New York, NY (Top40 Charts / Shore Fire Media) Through high-profile interviews and years of extensive research, Bob Riesman's 'I Feel So Good' (5/1, University of
Chicago Press) traces how the often-overlooked
Chicago bluesman Big Bill Broonzy inspired a musical revolution with his early trips across the Atlantic in the 1950's.
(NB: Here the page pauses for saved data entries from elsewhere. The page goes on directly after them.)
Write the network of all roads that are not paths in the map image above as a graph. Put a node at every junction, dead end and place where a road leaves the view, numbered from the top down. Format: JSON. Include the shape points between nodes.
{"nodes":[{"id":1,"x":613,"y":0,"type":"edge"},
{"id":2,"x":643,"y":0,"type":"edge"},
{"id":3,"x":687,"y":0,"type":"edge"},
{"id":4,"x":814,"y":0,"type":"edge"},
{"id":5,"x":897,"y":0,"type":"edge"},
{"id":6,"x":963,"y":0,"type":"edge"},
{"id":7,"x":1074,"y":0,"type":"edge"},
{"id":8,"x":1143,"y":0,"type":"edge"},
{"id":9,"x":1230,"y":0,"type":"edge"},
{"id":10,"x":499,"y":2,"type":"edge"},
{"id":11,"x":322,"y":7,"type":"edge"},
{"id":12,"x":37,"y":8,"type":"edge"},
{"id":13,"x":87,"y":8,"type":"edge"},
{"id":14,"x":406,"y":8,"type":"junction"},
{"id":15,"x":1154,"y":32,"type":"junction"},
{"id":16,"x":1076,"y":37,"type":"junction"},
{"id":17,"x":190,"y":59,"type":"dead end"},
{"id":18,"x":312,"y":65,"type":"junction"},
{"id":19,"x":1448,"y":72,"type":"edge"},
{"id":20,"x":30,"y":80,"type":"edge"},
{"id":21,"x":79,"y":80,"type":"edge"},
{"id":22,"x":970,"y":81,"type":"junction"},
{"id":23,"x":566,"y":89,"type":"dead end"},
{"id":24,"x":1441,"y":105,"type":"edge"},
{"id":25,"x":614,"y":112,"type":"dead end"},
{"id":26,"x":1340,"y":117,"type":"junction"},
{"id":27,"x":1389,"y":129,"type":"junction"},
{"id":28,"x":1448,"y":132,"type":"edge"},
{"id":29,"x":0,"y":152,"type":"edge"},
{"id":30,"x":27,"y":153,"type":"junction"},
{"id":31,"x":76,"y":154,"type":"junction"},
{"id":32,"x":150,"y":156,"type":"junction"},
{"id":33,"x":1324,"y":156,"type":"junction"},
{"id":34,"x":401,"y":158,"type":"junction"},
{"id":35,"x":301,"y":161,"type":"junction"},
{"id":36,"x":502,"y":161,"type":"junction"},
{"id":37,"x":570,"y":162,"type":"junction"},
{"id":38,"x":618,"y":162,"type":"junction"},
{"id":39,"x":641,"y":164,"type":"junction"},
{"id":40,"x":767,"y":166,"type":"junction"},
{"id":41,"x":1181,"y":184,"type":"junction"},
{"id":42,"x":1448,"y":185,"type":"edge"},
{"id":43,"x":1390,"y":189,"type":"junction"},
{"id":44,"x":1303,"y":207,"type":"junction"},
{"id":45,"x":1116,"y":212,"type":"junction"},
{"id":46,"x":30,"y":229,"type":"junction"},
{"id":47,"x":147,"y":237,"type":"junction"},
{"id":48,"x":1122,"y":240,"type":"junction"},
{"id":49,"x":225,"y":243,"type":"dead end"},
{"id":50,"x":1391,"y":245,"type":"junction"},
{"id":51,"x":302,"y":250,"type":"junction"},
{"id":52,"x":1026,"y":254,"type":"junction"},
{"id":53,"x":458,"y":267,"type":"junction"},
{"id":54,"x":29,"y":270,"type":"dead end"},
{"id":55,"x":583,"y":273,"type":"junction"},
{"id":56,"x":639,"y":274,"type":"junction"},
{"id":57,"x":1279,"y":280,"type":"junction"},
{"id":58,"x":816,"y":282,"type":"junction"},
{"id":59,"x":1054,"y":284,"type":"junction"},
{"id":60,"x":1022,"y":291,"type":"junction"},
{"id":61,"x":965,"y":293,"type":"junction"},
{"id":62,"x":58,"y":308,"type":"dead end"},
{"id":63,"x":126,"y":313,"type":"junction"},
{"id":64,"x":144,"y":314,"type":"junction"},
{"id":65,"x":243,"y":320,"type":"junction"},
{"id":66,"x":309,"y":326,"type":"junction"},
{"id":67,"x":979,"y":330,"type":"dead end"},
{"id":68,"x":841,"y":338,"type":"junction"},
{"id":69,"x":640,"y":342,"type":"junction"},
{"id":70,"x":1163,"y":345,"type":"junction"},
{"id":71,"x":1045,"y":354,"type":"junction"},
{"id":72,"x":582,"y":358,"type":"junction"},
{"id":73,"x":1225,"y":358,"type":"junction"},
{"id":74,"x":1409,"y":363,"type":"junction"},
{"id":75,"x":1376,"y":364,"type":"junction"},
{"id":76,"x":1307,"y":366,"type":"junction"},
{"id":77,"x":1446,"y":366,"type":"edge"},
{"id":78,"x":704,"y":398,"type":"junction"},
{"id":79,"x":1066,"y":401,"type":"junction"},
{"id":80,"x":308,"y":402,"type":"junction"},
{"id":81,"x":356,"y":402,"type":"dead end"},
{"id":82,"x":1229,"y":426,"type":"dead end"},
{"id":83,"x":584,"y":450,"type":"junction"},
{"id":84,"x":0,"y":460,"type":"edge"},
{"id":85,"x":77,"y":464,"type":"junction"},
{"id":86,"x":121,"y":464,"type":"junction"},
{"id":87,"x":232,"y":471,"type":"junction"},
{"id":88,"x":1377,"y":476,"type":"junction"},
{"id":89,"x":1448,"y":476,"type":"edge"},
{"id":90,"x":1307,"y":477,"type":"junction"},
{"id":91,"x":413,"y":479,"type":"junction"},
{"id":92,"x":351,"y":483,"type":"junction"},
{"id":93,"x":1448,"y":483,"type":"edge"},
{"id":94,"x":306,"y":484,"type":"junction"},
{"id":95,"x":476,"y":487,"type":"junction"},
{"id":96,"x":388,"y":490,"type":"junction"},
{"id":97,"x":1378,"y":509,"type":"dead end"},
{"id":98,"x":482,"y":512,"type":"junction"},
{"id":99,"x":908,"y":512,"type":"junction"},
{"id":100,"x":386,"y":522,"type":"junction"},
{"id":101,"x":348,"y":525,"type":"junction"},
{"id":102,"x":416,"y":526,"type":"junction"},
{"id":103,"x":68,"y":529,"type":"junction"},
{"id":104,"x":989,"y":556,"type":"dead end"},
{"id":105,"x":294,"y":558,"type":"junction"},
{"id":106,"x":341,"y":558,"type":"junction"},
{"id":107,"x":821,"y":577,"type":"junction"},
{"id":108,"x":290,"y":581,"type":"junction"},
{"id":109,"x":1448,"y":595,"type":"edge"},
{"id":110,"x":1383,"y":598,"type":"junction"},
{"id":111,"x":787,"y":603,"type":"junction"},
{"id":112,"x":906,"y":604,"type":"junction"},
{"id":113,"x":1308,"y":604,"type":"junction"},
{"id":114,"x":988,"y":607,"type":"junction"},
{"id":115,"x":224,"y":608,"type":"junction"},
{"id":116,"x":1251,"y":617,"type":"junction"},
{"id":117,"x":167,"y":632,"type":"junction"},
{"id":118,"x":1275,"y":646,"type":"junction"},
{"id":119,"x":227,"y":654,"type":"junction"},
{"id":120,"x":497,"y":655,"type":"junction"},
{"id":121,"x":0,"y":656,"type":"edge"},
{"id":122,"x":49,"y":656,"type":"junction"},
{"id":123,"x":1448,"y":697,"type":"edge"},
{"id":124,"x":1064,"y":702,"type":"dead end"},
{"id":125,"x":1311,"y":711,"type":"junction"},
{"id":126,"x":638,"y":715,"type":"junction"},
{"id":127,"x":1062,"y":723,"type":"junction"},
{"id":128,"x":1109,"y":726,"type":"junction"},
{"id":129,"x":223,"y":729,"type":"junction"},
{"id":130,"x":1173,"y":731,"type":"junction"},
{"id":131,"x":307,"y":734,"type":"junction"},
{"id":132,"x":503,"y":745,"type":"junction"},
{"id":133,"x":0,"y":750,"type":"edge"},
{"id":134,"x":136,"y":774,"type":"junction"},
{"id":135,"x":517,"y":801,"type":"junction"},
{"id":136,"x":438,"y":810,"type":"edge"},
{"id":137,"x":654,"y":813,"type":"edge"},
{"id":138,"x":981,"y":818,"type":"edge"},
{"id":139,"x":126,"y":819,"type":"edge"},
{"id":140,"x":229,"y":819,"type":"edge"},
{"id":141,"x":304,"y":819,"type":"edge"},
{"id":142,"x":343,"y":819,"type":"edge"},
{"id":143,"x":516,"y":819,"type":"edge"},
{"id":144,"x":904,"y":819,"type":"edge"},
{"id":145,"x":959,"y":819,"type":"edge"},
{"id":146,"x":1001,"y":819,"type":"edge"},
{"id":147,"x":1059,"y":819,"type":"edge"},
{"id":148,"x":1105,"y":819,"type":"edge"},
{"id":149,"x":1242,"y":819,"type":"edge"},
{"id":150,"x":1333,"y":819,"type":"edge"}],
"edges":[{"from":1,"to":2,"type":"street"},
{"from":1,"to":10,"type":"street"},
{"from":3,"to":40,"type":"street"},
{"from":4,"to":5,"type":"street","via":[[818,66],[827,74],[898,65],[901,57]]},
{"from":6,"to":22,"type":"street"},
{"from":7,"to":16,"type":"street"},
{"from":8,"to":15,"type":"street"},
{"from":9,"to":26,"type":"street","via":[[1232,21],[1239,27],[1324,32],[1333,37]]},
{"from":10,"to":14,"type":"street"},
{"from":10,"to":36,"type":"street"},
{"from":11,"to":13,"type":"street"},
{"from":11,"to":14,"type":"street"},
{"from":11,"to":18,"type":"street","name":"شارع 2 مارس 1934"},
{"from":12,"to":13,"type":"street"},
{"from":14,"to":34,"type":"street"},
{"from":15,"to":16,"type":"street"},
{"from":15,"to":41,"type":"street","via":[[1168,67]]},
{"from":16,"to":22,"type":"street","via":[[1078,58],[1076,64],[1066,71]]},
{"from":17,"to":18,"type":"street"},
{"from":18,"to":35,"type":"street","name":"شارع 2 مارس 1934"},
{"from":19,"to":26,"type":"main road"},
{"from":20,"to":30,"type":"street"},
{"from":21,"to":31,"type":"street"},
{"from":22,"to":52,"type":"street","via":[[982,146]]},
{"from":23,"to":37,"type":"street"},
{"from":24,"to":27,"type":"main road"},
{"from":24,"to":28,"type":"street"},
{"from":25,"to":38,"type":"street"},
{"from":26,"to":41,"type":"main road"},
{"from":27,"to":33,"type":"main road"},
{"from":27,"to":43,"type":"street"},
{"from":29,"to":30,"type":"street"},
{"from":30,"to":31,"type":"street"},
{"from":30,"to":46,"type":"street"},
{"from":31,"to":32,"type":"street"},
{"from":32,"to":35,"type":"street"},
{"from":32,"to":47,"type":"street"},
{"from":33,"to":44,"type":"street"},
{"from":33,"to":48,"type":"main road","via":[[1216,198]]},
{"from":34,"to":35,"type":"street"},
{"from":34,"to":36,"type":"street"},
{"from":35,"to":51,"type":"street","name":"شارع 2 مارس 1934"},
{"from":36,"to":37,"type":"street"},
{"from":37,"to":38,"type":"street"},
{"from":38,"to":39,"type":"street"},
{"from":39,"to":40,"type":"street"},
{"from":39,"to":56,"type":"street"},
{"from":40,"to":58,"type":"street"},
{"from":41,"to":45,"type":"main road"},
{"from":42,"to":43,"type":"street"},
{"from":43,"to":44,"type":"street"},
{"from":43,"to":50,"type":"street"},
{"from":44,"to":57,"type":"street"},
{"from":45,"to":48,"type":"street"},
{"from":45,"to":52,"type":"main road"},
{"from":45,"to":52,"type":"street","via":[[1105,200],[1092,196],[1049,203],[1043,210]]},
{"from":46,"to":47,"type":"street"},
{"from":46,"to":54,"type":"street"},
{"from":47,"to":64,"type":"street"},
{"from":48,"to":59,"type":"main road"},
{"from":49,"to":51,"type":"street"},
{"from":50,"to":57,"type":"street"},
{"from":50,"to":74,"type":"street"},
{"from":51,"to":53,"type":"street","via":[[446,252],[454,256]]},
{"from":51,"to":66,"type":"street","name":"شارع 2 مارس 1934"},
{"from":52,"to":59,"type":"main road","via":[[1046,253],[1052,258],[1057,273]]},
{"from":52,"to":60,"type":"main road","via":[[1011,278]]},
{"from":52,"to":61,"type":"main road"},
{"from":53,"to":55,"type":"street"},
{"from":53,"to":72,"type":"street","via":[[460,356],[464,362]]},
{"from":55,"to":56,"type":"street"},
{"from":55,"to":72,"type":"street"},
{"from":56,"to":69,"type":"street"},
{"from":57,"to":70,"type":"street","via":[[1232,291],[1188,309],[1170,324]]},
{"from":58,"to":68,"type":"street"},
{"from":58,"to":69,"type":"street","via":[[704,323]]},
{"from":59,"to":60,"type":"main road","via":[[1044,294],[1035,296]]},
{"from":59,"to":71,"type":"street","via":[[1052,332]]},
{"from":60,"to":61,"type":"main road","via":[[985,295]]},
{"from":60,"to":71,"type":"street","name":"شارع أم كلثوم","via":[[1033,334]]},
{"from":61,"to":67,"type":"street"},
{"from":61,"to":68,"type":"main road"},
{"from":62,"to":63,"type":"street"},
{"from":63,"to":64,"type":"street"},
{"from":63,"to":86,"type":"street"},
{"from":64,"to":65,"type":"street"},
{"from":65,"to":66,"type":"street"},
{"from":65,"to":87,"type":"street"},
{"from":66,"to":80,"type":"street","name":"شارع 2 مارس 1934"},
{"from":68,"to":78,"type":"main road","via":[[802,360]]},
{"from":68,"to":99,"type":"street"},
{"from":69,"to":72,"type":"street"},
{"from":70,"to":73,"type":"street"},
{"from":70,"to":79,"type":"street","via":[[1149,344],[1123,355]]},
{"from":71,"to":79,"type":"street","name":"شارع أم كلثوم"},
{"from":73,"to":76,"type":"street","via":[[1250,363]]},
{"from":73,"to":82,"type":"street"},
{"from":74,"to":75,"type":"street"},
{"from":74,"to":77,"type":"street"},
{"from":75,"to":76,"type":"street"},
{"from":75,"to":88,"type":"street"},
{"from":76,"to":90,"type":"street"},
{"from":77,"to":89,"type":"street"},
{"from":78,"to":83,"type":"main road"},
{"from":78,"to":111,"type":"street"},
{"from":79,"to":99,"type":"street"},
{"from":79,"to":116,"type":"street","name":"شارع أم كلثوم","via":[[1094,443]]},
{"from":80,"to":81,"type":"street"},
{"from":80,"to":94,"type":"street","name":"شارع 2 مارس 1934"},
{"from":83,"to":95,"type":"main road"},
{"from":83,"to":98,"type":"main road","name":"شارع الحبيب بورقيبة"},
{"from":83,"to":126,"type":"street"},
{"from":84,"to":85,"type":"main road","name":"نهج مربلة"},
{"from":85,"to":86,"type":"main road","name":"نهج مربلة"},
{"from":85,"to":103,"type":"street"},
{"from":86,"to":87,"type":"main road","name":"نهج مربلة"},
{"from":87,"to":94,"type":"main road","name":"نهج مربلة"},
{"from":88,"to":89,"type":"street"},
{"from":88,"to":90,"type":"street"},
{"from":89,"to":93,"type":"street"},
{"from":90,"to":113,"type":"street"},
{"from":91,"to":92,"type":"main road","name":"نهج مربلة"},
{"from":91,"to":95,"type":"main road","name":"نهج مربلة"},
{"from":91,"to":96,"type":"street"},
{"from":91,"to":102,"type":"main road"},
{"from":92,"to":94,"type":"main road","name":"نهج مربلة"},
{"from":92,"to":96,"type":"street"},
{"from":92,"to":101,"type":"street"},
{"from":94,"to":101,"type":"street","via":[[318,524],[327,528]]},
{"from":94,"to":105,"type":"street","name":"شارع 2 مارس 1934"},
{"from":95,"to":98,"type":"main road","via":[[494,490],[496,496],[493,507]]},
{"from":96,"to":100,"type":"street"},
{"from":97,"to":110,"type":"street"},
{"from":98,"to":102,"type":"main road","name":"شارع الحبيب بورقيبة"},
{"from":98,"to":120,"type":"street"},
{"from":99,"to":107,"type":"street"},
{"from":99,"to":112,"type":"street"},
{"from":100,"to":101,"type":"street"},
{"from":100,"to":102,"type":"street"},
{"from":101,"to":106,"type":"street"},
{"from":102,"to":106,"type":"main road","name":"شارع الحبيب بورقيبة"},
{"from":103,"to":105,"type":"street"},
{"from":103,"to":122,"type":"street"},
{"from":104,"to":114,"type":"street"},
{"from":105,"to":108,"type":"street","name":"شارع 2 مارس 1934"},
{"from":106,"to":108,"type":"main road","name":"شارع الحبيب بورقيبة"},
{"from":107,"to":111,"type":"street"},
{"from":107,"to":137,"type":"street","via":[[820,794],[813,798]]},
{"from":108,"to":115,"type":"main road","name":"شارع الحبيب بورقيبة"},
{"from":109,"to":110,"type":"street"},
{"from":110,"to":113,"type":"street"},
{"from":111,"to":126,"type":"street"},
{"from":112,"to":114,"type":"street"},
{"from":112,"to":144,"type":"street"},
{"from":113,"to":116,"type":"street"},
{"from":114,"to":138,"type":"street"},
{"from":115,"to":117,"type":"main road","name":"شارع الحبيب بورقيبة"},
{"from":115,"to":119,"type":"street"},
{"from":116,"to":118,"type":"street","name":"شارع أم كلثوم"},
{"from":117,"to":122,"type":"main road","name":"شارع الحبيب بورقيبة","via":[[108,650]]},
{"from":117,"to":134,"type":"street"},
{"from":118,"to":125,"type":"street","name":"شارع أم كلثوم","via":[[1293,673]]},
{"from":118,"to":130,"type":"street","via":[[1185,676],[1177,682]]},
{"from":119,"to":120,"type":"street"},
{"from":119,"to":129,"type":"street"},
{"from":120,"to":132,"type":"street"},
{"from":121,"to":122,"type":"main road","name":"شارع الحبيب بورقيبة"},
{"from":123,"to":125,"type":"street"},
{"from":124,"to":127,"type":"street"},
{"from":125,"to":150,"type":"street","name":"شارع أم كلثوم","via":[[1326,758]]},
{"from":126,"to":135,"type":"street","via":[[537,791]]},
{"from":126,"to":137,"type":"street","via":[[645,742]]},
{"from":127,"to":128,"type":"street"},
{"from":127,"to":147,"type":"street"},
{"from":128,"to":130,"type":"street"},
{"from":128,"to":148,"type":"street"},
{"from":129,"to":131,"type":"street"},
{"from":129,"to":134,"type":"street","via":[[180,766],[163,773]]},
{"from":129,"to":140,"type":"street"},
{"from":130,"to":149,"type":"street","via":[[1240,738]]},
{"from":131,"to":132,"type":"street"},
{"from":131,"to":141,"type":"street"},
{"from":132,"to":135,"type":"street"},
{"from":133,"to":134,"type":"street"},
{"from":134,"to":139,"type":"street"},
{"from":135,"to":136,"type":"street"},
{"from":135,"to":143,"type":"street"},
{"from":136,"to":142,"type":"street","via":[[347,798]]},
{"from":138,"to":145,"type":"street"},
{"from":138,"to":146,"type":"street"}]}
Check out what Pete Townshend, Eric Clapton, Ray Davies, and others have to say about Broonzy's pioneering tours and his influence on the Brit Rock explosion:
* "A record by Big Bill Broonzy was the first Blues record I purchased," Townshend recalls in the "Appreciation" he wrote for the book. "I loved his voice, his guitar playing and his handsome face.... He was my first Blues crush."
* Eric Clapton has recorded several Broonzy songs, both as a solo artist and with Derek & The Dominos, including "Key To The Highway" and "Hey Hey." "[Broonzy] became like a role model for me, in terms of how to play the acoustic guitar," he tells Riesman in the book.
* Ray Davies once held up a Broonzy record for an interviewer and stated simply, "Without this man, I don't think I would have done what I did."
* In an interview with Q Magazine, The Rolling Stones' Ronnie Wood recalled that Broonzy's "Guitar Shuffle" was "one of the first tracks I learnt to play, but even to this day I can't play it exactly right."
With a foreword by noted music critic and historian Peter Guralnick, 'I Feel So Good' follows Broonzy's career from his rise as a nationally prominent blues star to his influential role in the post-World War II folk revival, and brings readers inside the jazz clubs and concert halls of Europe.